Before the law was implemented, the California DMV hired 1,000 temporary employees, opened four additional processing centers and extended hours of operation to include Saturdays.
“It certainly overloads the system,” Ann Coil, Santa Ana Tea Party Patriots coordinator, told the Orange County Register recently. “And, again, we’re giving priority to people who aren’t citizens.”
The licenses have “federal limits apply” printed on them – meaning that federal officials and law enforcement officers in other states are not required to accept them as a valid form of identification.
The legislation, which was authored by Assemblyman Luis Alejo, was signed into law by Gov. Jerry Brown in 2013.
The bill was part of a host of immigration-related pieces of legislation that have recently become law in California. In August, Brown signed a bill outlawing the use of the word "alien" within California's labor code, one that permits noncitizen high school students to serve as election poll workers and one that protects immigrant minors in civil lawsuits.

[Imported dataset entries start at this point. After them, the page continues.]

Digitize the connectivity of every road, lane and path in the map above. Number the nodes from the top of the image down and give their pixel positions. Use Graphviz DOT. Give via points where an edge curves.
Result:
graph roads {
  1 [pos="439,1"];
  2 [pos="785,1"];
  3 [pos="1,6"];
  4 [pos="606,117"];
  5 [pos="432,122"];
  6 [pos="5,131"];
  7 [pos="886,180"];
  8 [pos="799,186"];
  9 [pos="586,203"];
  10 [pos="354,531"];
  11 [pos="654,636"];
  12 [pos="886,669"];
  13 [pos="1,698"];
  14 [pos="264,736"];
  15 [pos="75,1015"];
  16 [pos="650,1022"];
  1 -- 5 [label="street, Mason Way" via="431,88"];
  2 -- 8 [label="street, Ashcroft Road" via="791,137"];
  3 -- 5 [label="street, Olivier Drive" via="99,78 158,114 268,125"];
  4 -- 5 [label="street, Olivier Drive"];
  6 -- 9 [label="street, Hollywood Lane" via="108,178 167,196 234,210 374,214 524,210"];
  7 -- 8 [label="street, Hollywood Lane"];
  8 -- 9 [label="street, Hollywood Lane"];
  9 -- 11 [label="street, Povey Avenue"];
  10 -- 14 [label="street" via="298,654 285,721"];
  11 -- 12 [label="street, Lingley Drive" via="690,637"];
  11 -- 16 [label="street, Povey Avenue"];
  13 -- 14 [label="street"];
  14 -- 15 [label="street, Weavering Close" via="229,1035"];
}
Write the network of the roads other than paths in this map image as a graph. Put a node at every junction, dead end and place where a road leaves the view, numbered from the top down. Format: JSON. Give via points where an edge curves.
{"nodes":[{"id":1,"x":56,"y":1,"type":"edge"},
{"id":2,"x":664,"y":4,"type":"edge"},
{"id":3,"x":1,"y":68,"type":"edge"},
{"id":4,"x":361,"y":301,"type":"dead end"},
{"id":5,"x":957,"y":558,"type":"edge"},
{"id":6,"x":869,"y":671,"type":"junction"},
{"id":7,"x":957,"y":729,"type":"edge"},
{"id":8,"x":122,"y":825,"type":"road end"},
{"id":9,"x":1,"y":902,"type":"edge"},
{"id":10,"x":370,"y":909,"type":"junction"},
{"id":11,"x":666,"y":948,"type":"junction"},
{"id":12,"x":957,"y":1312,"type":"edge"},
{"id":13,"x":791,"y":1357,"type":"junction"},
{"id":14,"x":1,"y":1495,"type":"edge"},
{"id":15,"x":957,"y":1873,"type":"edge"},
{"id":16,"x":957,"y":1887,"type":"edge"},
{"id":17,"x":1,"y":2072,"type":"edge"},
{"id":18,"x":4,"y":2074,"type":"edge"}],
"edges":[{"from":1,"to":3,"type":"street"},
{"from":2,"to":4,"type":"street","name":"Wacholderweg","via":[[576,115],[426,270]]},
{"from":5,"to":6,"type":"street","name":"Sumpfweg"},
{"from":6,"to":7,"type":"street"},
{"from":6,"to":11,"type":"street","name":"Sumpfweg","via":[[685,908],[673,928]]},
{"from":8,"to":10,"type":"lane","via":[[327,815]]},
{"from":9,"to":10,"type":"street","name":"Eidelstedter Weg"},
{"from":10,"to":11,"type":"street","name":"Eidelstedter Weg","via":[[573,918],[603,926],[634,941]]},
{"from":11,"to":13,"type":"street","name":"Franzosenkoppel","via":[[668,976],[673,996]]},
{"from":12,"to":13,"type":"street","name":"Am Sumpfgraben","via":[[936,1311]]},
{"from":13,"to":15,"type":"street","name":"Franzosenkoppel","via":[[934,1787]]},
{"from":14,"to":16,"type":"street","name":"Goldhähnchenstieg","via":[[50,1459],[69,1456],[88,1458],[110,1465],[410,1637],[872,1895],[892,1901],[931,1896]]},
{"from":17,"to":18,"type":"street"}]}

California, which at 22 percent has the nation's largest percentage of undocumented immigrants eligible for driver's licenses, is one of 12 states in the U.S. to allow them to obtain licenses.
Groups like Preparándonos para las Licencias, or Preparing Ourselves for Licenses, have been helping undocumented immigrants learn how to obtain a driver’s license and get over the fear of going to the DMV.
"Community members have become very helpful toward each other, to the point where the person who gets their license is willing to help another person by either lending them their car or driving them to the DMV to take their test," said Erika Paz, who created the Preparándonos para las Licencias Facebook group.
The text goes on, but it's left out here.